<<<<
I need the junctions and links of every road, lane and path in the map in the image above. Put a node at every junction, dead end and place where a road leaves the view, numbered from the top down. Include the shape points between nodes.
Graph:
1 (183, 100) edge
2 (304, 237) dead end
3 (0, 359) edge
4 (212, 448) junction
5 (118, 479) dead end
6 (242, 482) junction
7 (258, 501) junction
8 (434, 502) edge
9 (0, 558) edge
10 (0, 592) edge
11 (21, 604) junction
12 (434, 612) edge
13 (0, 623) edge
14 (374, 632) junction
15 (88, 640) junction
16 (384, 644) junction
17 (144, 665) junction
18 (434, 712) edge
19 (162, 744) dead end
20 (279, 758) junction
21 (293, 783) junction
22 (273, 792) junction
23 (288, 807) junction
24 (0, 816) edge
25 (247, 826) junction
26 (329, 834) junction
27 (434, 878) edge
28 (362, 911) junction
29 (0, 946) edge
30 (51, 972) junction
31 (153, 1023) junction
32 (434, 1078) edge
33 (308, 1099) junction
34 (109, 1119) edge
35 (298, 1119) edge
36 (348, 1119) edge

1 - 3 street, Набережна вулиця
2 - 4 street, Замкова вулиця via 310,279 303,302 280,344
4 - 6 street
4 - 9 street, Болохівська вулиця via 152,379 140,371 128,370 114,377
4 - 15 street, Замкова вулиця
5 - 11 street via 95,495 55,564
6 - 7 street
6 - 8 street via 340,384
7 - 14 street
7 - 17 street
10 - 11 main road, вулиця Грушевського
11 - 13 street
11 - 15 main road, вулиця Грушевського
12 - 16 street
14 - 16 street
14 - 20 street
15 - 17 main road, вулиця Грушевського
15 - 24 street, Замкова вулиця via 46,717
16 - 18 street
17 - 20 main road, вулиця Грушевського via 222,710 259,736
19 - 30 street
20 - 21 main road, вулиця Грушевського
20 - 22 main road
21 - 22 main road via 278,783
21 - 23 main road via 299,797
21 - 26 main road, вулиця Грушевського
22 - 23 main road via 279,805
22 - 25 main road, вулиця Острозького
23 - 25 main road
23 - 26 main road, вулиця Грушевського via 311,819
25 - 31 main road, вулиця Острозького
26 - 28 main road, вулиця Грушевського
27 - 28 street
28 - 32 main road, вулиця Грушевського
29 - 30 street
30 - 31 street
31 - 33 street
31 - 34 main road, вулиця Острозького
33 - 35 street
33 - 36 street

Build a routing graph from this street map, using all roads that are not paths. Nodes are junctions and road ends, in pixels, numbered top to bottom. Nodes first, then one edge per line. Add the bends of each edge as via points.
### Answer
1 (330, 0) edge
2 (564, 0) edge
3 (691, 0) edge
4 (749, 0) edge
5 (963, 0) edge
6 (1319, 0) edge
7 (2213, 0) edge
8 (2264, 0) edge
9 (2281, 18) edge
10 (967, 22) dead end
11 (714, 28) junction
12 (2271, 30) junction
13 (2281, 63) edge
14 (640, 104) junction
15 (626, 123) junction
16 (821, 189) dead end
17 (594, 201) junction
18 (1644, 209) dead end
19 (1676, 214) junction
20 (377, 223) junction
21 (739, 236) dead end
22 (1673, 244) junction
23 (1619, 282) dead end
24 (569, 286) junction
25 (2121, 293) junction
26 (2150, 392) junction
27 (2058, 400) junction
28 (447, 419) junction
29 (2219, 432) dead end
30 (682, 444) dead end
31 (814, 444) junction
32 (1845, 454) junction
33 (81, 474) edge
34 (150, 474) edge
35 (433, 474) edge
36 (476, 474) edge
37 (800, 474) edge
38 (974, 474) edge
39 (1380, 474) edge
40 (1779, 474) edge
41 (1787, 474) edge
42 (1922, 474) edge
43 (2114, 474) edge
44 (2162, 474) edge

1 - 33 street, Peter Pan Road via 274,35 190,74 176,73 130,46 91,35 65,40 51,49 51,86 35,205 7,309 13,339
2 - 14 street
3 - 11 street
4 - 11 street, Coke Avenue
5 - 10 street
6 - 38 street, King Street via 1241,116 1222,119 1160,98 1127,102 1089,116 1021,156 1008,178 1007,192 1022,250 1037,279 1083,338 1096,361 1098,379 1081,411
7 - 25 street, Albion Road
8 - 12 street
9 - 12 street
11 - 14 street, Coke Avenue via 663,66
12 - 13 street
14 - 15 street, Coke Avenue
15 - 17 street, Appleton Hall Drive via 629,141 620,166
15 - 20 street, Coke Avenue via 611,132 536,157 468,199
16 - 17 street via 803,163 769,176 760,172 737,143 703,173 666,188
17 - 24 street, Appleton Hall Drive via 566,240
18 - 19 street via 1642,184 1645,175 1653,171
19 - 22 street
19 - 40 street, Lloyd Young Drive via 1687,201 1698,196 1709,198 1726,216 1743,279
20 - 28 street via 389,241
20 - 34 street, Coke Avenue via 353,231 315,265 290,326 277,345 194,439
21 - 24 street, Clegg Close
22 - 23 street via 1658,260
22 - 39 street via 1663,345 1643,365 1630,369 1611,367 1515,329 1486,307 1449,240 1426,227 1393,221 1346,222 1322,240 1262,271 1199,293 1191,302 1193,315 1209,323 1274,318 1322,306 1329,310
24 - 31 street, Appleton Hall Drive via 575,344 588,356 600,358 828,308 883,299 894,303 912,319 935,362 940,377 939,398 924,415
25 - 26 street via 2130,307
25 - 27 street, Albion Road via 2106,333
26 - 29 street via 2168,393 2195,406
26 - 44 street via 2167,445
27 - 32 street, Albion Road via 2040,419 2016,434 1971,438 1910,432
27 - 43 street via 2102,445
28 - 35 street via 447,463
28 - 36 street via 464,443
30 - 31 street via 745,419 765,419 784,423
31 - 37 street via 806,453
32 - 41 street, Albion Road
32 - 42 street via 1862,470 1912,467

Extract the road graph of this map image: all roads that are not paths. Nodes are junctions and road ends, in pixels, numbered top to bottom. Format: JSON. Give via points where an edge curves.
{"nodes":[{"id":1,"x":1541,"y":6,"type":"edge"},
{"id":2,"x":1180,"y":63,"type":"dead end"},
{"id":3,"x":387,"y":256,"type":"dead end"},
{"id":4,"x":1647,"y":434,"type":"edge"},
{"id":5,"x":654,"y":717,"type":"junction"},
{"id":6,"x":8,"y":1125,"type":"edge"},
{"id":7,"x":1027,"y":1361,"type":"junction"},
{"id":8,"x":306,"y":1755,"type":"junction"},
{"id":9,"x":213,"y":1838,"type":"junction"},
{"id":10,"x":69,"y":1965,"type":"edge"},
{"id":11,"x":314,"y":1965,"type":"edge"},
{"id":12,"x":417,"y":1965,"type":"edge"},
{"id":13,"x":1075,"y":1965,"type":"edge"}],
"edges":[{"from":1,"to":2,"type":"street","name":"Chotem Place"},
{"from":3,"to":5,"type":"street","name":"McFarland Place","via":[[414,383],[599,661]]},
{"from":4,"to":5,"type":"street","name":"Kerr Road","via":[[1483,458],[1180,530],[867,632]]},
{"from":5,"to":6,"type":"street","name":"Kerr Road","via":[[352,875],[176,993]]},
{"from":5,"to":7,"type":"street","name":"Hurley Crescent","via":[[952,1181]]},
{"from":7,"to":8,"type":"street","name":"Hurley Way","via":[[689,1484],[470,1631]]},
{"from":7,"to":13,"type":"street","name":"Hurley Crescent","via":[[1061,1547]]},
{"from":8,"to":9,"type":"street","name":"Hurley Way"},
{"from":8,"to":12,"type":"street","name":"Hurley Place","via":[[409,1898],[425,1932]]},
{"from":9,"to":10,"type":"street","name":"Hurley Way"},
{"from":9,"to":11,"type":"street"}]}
>>>>
Each record, exactly as written, is to be printed again.

I need the junctions and links of every road, lane and path in the map in the image above. Put a node at every junction, dead end and place where a road leaves the view, numbered from the top down. Include the shape points between nodes.
Graph:
1 (183, 100) edge
2 (304, 237) dead end
3 (0, 359) edge
4 (212, 448) junction
5 (118, 479) dead end
6 (242, 482) junction
7 (258, 501) junction
8 (434, 502) edge
9 (0, 558) edge
10 (0, 592) edge
11 (21, 604) junction
12 (434, 612) edge
13 (0, 623) edge
14 (374, 632) junction
15 (88, 640) junction
16 (384, 644) junction
17 (144, 665) junction
18 (434, 712) edge
19 (162, 744) dead end
20 (279, 758) junction
21 (293, 783) junction
22 (273, 792) junction
23 (288, 807) junction
24 (0, 816) edge
25 (247, 826) junction
26 (329, 834) junction
27 (434, 878) edge
28 (362, 911) junction
29 (0, 946) edge
30 (51, 972) junction
31 (153, 1023) junction
32 (434, 1078) edge
33 (308, 1099) junction
34 (109, 1119) edge
35 (298, 1119) edge
36 (348, 1119) edge

1 - 3 street, Набережна вулиця
2 - 4 street, Замкова вулиця via 310,279 303,302 280,344
4 - 6 street
4 - 9 street, Болохівська вулиця via 152,379 140,371 128,370 114,377
4 - 15 street, Замкова вулиця
5 - 11 street via 95,495 55,564
6 - 7 street
6 - 8 street via 340,384
7 - 14 street
7 - 17 street
10 - 11 main road, вулиця Грушевського
11 - 13 street
11 - 15 main road, вулиця Грушевського
12 - 16 street
14 - 16 street
14 - 20 street
15 - 17 main road, вулиця Грушевського
15 - 24 street, Замкова вулиця via 46,717
16 - 18 street
17 - 20 main road, вулиця Грушевського via 222,710 259,736
19 - 30 street
20 - 21 main road, вулиця Грушевського
20 - 22 main road
21 - 22 main road via 278,783
21 - 23 main road via 299,797
21 - 26 main road, вулиця Грушевського
22 - 23 main road via 279,805
22 - 25 main road, вулиця Острозького
23 - 25 main road
23 - 26 main road, вулиця Грушевського via 311,819
25 - 31 main road, вулиця Острозького
26 - 28 main road, вулиця Грушевського
27 - 28 street
28 - 32 main road, вулиця Грушевського
29 - 30 street
30 - 31 street
31 - 33 street
31 - 34 main road, вулиця Острозького
33 - 35 street
33 - 36 street

Build a routing graph from this street map, using all roads that are not paths. Nodes are junctions and road ends, in pixels, numbered top to bottom. Nodes first, then one edge per line. Add the bends of each edge as via points.
### Answer
1 (330, 0) edge
2 (564, 0) edge
3 (691, 0) edge
4 (749, 0) edge
5 (963, 0) edge
6 (1319, 0) edge
7 (2213, 0) edge
8 (2264, 0) edge
9 (2281, 18) edge
10 (967, 22) dead end
11 (714, 28) junction
12 (2271, 30) junction
13 (2281, 63) edge
14 (640, 104) junction
15 (626, 123) junction
16 (821, 189) dead end
17 (594, 201) junction
18 (1644, 209) dead end
19 (1676, 214) junction
20 (377, 223) junction
21 (739, 236) dead end
22 (1673, 244) junction
23 (1619, 282) dead end
24 (569, 286) junction
25 (2121, 293) junction
26 (2150, 392) junction
27 (2058, 400) junction
28 (447, 419) junction
29 (2219, 432) dead end
30 (682, 444) dead end
31 (814, 444) junction
32 (1845, 454) junction
33 (81, 474) edge
34 (150, 474) edge
35 (433, 474) edge
36 (476, 474) edge
37 (800, 474) edge
38 (974, 474) edge
39 (1380, 474) edge
40 (1779, 474) edge
41 (1787, 474) edge
42 (1922, 474) edge
43 (2114, 474) edge
44 (2162, 474) edge

1 - 33 street, Peter Pan Road via 274,35 190,74 176,73 130,46 91,35 65,40 51,49 51,86 35,205 7,309 13,339
2 - 14 street
3 - 11 street
4 - 11 street, Coke Avenue
5 - 10 street
6 - 38 street, King Street via 1241,116 1222,119 1160,98 1127,102 1089,116 1021,156 1008,178 1007,192 1022,250 1037,279 1083,338 1096,361 1098,379 1081,411
7 - 25 street, Albion Road
8 - 12 street
9 - 12 street
11 - 14 street, Coke Avenue via 663,66
12 - 13 street
14 - 15 street, Coke Avenue
15 - 17 street, Appleton Hall Drive via 629,141 620,166
15 - 20 street, Coke Avenue via 611,132 536,157 468,199
16 - 17 street via 803,163 769,176 760,172 737,143 703,173 666,188
17 - 24 street, Appleton Hall Drive via 566,240
18 - 19 street via 1642,184 1645,175 1653,171
19 - 22 street
19 - 40 street, Lloyd Young Drive via 1687,201 1698,196 1709,198 1726,216 1743,279
20 - 28 street via 389,241
20 - 34 street, Coke Avenue via 353,231 315,265 290,326 277,345 194,439
21 - 24 street, Clegg Close
22 - 23 street via 1658,260
22 - 39 street via 1663,345 1643,365 1630,369 1611,367 1515,329 1486,307 1449,240 1426,227 1393,221 1346,222 1322,240 1262,271 1199,293 1191,302 1193,315 1209,323 1274,318 1322,306 1329,310
24 - 31 street, Appleton Hall Drive via 575,344 588,356 600,358 828,308 883,299 894,303 912,319 935,362 940,377 939,398 924,415
25 - 26 street via 2130,307
25 - 27 street, Albion Road via 2106,333
26 - 29 street via 2168,393 2195,406
26 - 44 street via 2167,445
27 - 32 street, Albion Road via 2040,419 2016,434 1971,438 1910,432
27 - 43 street via 2102,445
28 - 35 street via 447,463
28 - 36 street via 464,443
30 - 31 street via 745,419 765,419 784,423
31 - 37 street via 806,453
32 - 41 street, Albion Road
32 - 42 street via 1862,470 1912,467

Extract the road graph of this map image: all roads that are not paths. Nodes are junctions and road ends, in pixels, numbered top to bottom. Format: JSON. Give via points where an edge curves.
{"nodes":[{"id":1,"x":1541,"y":6,"type":"edge"},
{"id":2,"x":1180,"y":63,"type":"dead end"},
{"id":3,"x":387,"y":256,"type":"dead end"},
{"id":4,"x":1647,"y":434,"type":"edge"},
{"id":5,"x":654,"y":717,"type":"junction"},
{"id":6,"x":8,"y":1125,"type":"edge"},
{"id":7,"x":1027,"y":1361,"type":"junction"},
{"id":8,"x":306,"y":1755,"type":"junction"},
{"id":9,"x":213,"y":1838,"type":"junction"},
{"id":10,"x":69,"y":1965,"type":"edge"},
{"id":11,"x":314,"y":1965,"type":"edge"},
{"id":12,"x":417,"y":1965,"type":"edge"},
{"id":13,"x":1075,"y":1965,"type":"edge"}],
"edges":[{"from":1,"to":2,"type":"street","name":"Chotem Place"},
{"from":3,"to":5,"type":"street","name":"McFarland Place","via":[[414,383],[599,661]]},
{"from":4,"to":5,"type":"street","name":"Kerr Road","via":[[1483,458],[1180,530],[867,632]]},
{"from":5,"to":6,"type":"street","name":"Kerr Road","via":[[352,875],[176,993]]},
{"from":5,"to":7,"type":"street","name":"Hurley Crescent","via":[[952,1181]]},
{"from":7,"to":8,"type":"street","name":"Hurley Way","via":[[689,1484],[470,1631]]},
{"from":7,"to":13,"type":"street","name":"Hurley Crescent","via":[[1061,1547]]},
{"from":8,"to":9,"type":"street","name":"Hurley Way"},
{"from":8,"to":12,"type":"street","name":"Hurley Place","via":[[409,1898],[425,1932]]},
{"from":9,"to":10,"type":"street","name":"Hurley Way"},
{"from":9,"to":11,"type":"street"}]}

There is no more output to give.